Simplemente, sin apellidos


         
          Me cuesta hablarte porque  no tengo voz y eso que me conoces muy bien, en cada gesto, en cada roce. Lo tengo por tanto complicado para expresarme y comunicarte lo que guardo en mi interior. Nunca estoy solo siempre voy acompañado, lo que no calma esa soledad que sólo tú atenúas. Te miro sin ojos y te siento incluso, todavía, sin tocarte. Me siento extraño en mí mismo y si me atengo al color de mi piel, no tengo muy clara cuál es mi raza: a veces soy blanco y minúsculo, casi desaparecido, otras rojo y desarbolado, otras al fin morado, casi negro, y dispuesto a devorarte si te pones por delante.

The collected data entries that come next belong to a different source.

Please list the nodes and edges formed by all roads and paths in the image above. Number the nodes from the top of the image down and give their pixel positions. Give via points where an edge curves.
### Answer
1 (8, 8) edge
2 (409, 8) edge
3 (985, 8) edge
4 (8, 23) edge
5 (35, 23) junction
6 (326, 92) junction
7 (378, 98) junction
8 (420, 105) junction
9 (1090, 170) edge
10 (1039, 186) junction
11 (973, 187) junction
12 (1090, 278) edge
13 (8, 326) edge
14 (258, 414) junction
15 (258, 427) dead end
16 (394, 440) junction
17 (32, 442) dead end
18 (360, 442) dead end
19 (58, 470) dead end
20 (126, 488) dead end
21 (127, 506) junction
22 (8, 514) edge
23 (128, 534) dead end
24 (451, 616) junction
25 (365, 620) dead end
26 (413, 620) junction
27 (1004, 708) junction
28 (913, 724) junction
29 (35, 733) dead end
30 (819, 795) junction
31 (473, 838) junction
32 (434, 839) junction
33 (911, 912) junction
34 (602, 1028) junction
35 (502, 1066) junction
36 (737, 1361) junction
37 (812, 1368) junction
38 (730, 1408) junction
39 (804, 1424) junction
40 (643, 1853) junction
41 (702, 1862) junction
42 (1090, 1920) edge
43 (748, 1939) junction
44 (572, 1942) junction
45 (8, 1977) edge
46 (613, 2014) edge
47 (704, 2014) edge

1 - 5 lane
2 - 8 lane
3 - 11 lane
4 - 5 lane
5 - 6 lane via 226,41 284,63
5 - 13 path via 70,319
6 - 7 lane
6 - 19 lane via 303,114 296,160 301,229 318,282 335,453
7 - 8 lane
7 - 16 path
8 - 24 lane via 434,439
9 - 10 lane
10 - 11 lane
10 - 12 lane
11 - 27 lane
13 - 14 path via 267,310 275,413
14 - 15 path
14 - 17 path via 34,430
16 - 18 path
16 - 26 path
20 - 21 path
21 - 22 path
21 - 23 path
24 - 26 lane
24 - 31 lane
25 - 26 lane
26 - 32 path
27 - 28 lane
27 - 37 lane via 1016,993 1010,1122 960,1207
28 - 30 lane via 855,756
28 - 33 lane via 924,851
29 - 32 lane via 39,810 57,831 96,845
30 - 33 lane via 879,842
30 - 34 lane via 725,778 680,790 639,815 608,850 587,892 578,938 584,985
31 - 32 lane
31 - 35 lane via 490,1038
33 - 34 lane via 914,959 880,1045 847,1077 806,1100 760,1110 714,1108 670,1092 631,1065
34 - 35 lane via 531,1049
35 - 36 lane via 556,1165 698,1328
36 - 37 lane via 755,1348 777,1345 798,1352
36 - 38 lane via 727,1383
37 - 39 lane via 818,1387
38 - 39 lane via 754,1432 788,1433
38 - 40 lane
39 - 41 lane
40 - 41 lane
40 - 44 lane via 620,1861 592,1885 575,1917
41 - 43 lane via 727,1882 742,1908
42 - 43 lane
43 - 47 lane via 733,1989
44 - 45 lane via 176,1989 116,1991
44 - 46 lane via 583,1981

Siento, en este momento, ansias de ti y eso se refleja en el cambio de mis formas que crecen rebosantes de energía y firmeza. Mis arrugas se dilatan y mis líneas se ondean buscándote, para sumergirme en ti.  Entro y salgo una y otra vez, no veo tu boca pero la imagino  cómo va arqueándose en una sonrisa, hasta ese momento en que tu respiración se atropella y tus labios se curvan en formas imposibles, las necesarias para emitir gemidos acompasados  en tu trémulo cuerpo, cuyos movimientos terminan sucumbiendo en un silencio sepulcral. Me detengo, presto oídos sin esas orejas de las que carezco y a continuación oigo esa carcajada, sin palabras, que me indica que estás feliz. ¡Estoy yo también feliz!
Mi nombre, lo conoces, es pene, simplemente, sin apellidos o polla, como prefieras y te apetezca llamarme, al fin y al cabo soy todo tuyo o tuya…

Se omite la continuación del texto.